Your instructions
Look through the entries below, please, and copy every line with the word "junction".

Extracted material
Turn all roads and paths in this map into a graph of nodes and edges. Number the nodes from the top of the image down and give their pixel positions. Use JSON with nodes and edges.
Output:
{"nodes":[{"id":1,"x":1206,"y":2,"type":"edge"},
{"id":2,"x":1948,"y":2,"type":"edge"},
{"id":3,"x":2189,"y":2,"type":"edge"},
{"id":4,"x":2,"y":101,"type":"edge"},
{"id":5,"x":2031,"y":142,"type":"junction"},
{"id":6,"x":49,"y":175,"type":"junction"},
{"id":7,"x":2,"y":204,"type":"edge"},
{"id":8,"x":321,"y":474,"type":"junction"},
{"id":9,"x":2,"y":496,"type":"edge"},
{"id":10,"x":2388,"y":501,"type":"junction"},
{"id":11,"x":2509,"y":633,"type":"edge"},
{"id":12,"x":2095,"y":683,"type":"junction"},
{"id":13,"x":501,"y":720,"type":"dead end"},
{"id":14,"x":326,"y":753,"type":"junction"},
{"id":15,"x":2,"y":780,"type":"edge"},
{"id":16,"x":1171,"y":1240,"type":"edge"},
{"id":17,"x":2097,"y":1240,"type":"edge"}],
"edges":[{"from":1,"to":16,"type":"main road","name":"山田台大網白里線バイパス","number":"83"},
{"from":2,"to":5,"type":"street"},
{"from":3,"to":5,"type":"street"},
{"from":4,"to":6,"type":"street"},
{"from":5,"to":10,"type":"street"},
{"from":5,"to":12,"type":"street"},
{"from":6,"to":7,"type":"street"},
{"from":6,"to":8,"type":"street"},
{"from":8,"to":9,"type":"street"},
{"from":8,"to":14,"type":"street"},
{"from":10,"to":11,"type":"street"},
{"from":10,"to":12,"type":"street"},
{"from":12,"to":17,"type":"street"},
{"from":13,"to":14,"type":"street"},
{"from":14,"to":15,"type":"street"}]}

Task result
{"id":5,"x":2031,"y":142,"type":"junction"},
{"id":6,"x":49,"y":175,"type":"junction"},
{"id":8,"x":321,"y":474,"type":"junction"},
{"id":10,"x":2388,"y":501,"type":"junction"},
{"id":12,"x":2095,"y":683,"type":"junction"},
{"id":14,"x":326,"y":753,"type":"junction"},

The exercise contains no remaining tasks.